The effect of light exposure on C/C_o values obtained from differential conductivity in 0.01 g·L⁻¹ of the catalyst containing MP solutions is shown in Figure 13. Under combined catalysis, the decline in values is somewhat similar to that observed with either of the photo – or sono-catalysis alone. Based on this it is inferred that the system is rich only in free radicals or neutral compounds [56,57].

Figure 13. The combined effect of light exposure and sonication on the degradation of MP in the presence of 0.01 g·L⁻¹ ZnO NPs as obtained from differential conductivity data.

3.2.4. Degradation of methylparaben under constant sonication time and variable duration of light exposure

To further investigate the system, the degradation of MP was studied with 0.08 g·L⁻¹ of the catalyst under constant sonication time, while the system was exposed to light for a different duration. The corresponding plots between C/C_o vs. t are shown in Figure 14. With reduced sonication time and higher duration of light exposure, above 90% of degradation was achieved at the maximum, unravelling the possibility of overcoming the negative synergy between sonolysis and photolysis observed earlier.

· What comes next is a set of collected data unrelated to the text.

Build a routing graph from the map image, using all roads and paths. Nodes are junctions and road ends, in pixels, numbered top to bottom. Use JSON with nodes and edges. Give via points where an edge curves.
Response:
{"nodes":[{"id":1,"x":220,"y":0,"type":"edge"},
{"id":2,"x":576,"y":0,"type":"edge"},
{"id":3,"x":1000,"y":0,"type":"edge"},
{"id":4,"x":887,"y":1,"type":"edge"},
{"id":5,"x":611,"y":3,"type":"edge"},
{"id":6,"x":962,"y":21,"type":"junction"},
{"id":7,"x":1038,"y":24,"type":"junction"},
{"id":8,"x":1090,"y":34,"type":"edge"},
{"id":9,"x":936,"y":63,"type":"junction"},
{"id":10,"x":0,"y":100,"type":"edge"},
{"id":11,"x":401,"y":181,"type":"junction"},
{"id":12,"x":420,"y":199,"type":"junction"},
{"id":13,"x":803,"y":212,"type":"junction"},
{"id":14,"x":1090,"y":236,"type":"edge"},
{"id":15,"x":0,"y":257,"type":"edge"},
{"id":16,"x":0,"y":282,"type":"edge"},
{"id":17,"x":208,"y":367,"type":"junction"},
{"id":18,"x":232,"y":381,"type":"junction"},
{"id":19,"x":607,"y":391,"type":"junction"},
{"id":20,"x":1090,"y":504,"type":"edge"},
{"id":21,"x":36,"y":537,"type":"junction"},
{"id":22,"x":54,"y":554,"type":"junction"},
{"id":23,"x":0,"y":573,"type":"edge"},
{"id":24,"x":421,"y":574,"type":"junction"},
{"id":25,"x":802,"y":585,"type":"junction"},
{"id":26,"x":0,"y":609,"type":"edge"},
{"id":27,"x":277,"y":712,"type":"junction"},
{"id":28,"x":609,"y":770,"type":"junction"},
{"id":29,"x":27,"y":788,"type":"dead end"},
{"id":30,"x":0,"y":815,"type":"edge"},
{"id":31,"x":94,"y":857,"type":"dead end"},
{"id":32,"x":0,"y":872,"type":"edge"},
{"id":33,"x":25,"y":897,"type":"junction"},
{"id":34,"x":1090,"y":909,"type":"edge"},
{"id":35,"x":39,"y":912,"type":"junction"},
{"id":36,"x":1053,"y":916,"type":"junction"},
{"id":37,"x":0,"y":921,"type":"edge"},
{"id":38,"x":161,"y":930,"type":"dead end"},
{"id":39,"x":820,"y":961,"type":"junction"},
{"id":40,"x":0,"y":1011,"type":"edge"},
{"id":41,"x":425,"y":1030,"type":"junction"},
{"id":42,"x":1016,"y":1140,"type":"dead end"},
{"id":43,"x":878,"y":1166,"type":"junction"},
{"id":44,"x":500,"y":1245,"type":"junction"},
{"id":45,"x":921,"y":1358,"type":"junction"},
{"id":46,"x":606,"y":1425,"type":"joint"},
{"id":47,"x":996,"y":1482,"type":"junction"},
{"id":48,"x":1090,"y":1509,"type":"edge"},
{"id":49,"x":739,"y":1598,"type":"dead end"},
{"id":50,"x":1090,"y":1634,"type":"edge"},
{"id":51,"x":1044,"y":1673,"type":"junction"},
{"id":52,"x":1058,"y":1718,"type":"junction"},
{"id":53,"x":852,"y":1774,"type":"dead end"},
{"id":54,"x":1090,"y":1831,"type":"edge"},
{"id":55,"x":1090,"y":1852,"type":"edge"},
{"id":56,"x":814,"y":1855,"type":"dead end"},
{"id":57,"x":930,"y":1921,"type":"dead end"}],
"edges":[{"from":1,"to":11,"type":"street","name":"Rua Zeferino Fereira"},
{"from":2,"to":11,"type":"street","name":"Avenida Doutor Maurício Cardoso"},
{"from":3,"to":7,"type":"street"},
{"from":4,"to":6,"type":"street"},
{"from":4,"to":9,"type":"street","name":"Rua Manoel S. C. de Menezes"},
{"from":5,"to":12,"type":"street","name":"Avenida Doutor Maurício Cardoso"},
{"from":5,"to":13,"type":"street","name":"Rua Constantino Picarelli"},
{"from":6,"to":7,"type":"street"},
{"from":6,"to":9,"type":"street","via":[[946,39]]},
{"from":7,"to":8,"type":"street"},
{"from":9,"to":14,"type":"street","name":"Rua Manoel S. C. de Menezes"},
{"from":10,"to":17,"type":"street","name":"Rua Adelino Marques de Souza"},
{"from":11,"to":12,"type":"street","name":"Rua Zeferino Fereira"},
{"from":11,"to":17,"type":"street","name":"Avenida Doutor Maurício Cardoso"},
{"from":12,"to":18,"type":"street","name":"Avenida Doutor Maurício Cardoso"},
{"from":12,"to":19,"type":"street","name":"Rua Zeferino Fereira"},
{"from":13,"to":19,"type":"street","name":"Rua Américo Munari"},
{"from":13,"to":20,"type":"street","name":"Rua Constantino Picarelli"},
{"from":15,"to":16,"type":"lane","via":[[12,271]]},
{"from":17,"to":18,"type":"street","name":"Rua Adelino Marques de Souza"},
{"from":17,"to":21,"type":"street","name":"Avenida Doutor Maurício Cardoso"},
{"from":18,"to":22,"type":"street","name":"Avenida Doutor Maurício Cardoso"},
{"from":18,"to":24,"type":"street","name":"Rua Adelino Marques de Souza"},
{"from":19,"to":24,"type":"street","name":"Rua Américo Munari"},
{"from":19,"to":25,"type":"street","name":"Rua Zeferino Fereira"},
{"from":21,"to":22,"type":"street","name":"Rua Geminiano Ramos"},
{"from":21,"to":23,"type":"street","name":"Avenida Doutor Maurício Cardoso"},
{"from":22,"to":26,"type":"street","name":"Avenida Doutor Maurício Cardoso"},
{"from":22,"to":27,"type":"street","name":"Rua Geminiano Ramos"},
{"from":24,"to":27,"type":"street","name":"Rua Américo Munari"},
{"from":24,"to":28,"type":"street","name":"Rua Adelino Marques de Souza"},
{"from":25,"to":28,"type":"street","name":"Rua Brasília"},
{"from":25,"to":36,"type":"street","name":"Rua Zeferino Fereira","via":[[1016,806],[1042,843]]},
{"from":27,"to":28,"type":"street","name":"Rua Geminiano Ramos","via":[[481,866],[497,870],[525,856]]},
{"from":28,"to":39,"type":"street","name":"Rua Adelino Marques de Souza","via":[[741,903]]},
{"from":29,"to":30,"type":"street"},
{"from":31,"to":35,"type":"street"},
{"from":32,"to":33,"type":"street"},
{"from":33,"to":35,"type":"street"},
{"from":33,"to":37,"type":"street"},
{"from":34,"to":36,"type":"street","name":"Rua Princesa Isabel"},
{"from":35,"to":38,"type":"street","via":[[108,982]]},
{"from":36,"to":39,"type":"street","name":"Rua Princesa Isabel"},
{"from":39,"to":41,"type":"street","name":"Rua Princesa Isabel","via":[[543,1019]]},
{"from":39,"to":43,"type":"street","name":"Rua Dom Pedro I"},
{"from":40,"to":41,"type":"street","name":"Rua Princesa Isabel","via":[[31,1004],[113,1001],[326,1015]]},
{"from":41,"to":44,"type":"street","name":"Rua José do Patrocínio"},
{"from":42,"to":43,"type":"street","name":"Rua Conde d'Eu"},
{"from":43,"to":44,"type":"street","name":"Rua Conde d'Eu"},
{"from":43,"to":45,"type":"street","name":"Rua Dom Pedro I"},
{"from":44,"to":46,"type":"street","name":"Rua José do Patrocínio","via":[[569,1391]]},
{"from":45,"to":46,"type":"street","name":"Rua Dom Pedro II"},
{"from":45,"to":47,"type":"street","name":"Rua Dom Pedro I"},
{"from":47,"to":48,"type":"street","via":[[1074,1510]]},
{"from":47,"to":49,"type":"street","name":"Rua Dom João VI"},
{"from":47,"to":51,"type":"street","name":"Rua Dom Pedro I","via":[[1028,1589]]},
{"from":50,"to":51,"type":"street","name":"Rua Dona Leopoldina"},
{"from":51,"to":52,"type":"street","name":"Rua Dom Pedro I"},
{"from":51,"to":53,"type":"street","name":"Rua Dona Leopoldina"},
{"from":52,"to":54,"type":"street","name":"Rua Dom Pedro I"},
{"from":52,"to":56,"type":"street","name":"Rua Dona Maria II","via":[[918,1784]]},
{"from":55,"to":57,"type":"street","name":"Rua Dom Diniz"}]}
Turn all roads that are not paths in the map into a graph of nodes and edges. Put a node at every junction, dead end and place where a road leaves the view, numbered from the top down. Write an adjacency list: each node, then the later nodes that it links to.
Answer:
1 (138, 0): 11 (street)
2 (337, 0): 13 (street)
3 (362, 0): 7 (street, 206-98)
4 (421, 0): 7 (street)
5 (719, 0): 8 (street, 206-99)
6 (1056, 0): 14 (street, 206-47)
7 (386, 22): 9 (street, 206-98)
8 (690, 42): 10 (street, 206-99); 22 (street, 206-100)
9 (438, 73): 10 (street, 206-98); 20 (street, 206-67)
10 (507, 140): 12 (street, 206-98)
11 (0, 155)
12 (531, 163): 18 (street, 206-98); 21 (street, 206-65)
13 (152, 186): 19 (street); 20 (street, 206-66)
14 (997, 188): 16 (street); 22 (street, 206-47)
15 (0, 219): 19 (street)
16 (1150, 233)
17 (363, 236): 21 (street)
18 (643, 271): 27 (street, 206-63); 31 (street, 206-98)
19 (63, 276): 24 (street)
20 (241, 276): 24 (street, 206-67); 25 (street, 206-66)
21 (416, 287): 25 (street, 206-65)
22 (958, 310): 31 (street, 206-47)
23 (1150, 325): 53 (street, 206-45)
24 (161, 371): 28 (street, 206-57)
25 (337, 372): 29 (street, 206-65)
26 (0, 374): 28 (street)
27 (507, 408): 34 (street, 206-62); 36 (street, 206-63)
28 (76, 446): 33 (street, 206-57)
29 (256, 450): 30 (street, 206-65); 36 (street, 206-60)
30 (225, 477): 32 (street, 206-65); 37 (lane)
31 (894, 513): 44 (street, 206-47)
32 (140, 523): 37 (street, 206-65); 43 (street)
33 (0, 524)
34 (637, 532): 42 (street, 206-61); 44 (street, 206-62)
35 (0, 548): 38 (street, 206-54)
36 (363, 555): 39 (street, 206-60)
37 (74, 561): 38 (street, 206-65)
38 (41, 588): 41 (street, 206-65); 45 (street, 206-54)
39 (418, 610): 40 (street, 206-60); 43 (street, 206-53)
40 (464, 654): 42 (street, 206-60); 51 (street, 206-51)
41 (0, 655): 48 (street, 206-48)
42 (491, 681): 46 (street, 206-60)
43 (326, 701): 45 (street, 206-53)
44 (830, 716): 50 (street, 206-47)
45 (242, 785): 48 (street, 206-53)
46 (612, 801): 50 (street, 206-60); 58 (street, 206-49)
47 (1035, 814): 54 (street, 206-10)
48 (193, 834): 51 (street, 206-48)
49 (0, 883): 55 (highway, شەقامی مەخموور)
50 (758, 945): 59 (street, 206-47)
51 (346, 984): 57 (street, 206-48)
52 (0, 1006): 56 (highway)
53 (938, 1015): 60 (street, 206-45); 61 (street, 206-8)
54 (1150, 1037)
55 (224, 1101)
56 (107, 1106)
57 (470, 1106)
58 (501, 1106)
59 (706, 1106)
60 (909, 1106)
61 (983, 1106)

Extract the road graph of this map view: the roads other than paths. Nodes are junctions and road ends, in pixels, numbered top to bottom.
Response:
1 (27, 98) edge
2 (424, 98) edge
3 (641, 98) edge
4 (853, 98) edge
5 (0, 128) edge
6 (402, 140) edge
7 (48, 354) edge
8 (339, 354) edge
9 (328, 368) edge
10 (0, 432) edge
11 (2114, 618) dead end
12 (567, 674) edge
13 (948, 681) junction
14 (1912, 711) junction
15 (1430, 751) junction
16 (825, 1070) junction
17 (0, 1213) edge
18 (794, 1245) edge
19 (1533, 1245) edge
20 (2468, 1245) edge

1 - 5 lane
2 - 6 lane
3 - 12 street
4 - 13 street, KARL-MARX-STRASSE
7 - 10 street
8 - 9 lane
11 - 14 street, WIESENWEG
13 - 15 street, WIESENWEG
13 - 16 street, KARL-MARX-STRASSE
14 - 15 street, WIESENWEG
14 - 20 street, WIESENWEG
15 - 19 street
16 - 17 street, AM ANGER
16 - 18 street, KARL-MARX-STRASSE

Figure 14. The effect of light exposure time on the degradation of MP in the presence of 0.08 g·L⁻¹ ZnO NPs as obtained from the absorbance at 254 nm. The system was sonicated for 30 min duration in each case.

The effect of light exposure under fixed sonication of 30 min on C/C_o values obtained from differential conductivity in 0.08 g·L⁻¹ of the catalyst containing MP solutions is shown in Figure 15. Under combined catalysis the decline in values is somewhat like that observed with other systems, showing the excess of free radicals or neutral compounds.

Figure 15. The effect of light exposure on the degradation of MP in the presence of 0.08 g·L⁻¹ ZnO NPs as obtained from differential conductivity data. The system was sonicated for 30 min duration in each case.

4. Conclusions

The degradation of methylparaben by synthesized ZnO NPs of size 30 nm was studied. The effect of sonication or light and a combination of both was investigated using different quantities of catalyst (between 0.01 and 0.08 g·L⁻¹). The results proved that photocatalysis was more yielding than sonocatalysis under similar conditions. With 0.01 g·L⁻¹ of catalyst, the maximum degradation recorded under mere sonication was 71% compared to 90% obtained under photocatalysis. The difference was eliminated when the quantity of catalyst was raised to 0.04 g·L⁻¹. A negative effect on degradation was seen under combined photosonocatalysis. The extent of degradation declined to 46% maximum, showing the negative synergy between two catalysis aids viz. light and sonication. It was possible to overcome this problem using a fixed sonication time of 30 min and variable exposure to light when the amount of catalyst used was 0.08 g·L⁻¹. The differential conductivity measurements revealed the excess of free radicals and neutral species. Based on the findings of this study, it is concluded that ZnO NPs can effectively be harnessed for the removal or degradation of parabens from wastewater.

Disclosure statement

No potential conflict of interest was reported by the author(s).